**WHAT NEEDS TO BE DONE**
In the entries below, find each line with the string "list" and copy it.

[SOURCE DATA]

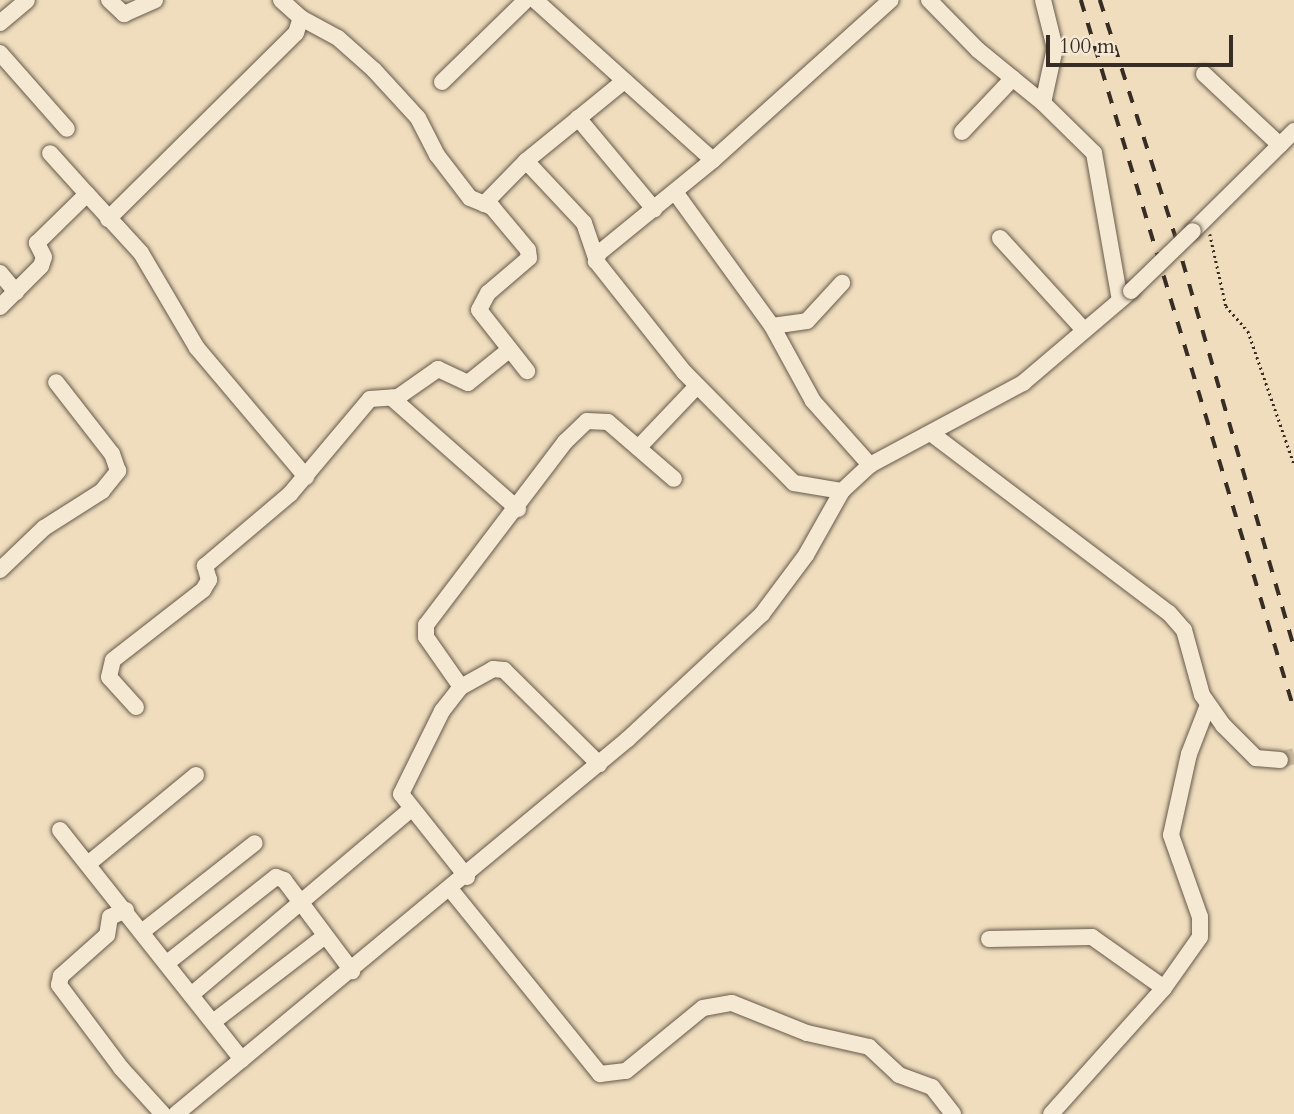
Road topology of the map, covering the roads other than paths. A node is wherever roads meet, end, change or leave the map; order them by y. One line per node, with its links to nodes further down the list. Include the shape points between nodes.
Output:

[/SOURCE DATA]
[SOURCE DATA]

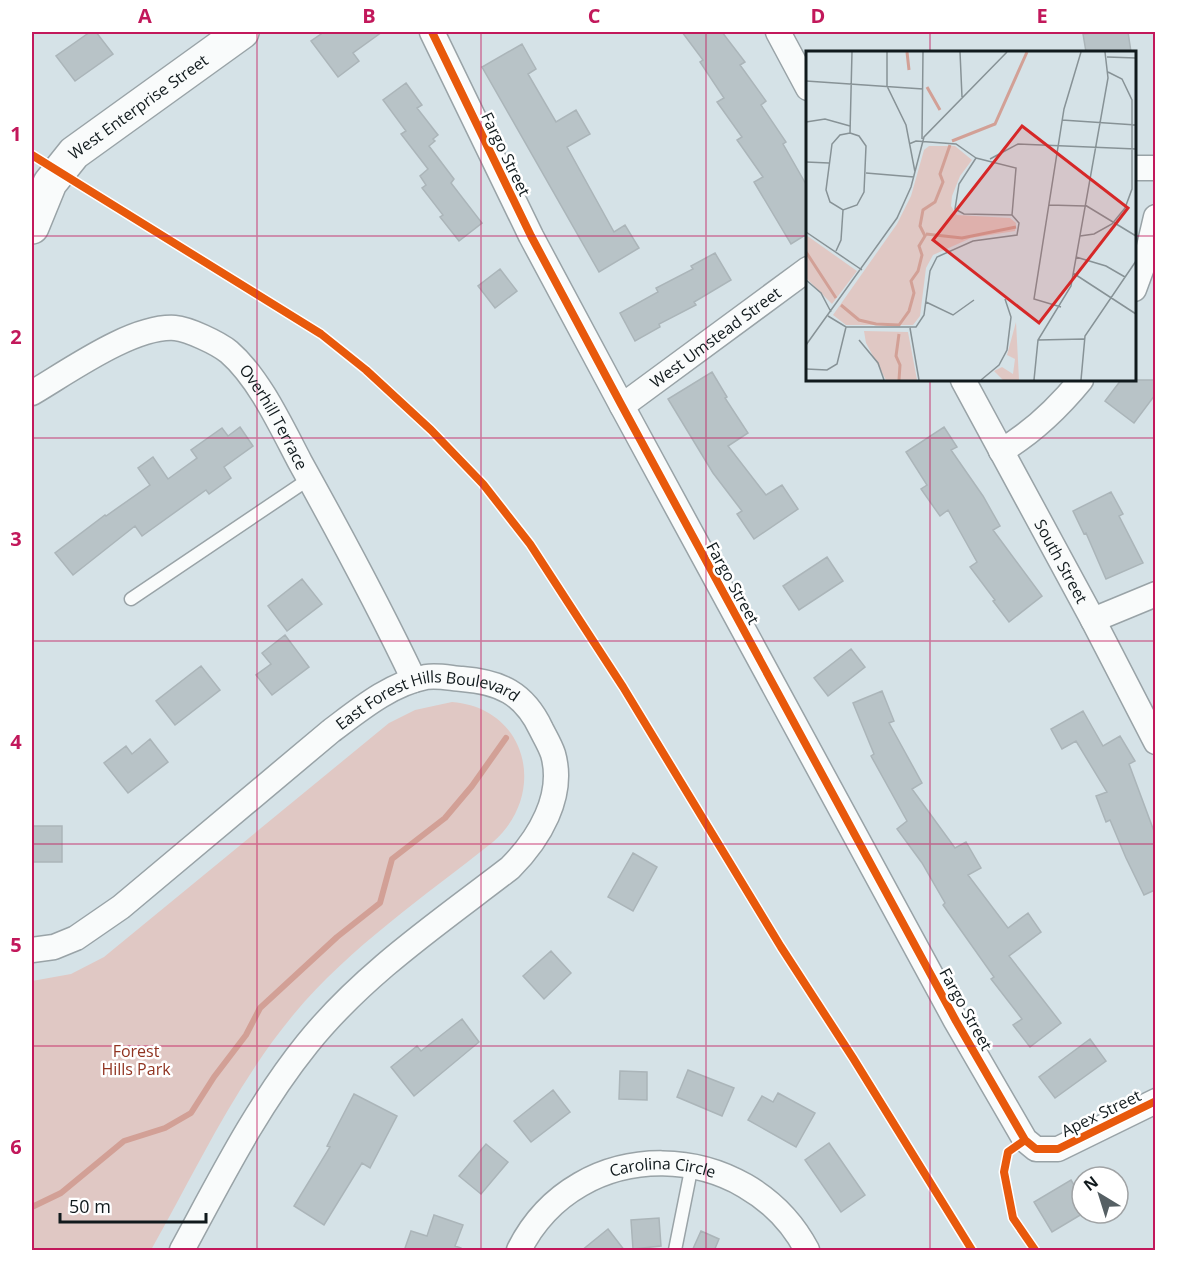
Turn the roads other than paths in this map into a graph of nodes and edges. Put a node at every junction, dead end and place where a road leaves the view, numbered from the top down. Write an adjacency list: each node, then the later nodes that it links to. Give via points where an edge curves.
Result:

[/SOURCE DATA]

**WRITTEN RESPONSE**
Road topology of the map, covering the roads other than paths. A node is wherever roads meet, end, change or leave the map; order them by y. One line per node, with its links to nodes further down the list. Include the shape points between nodes.
Turn the roads other than paths in this map into a graph of nodes and edges. Put a node at every junction, dead end and place where a road leaves the view, numbered from the top down. Write an adjacency list: each node, then the later nodes that it links to. Give via points where an edge curves.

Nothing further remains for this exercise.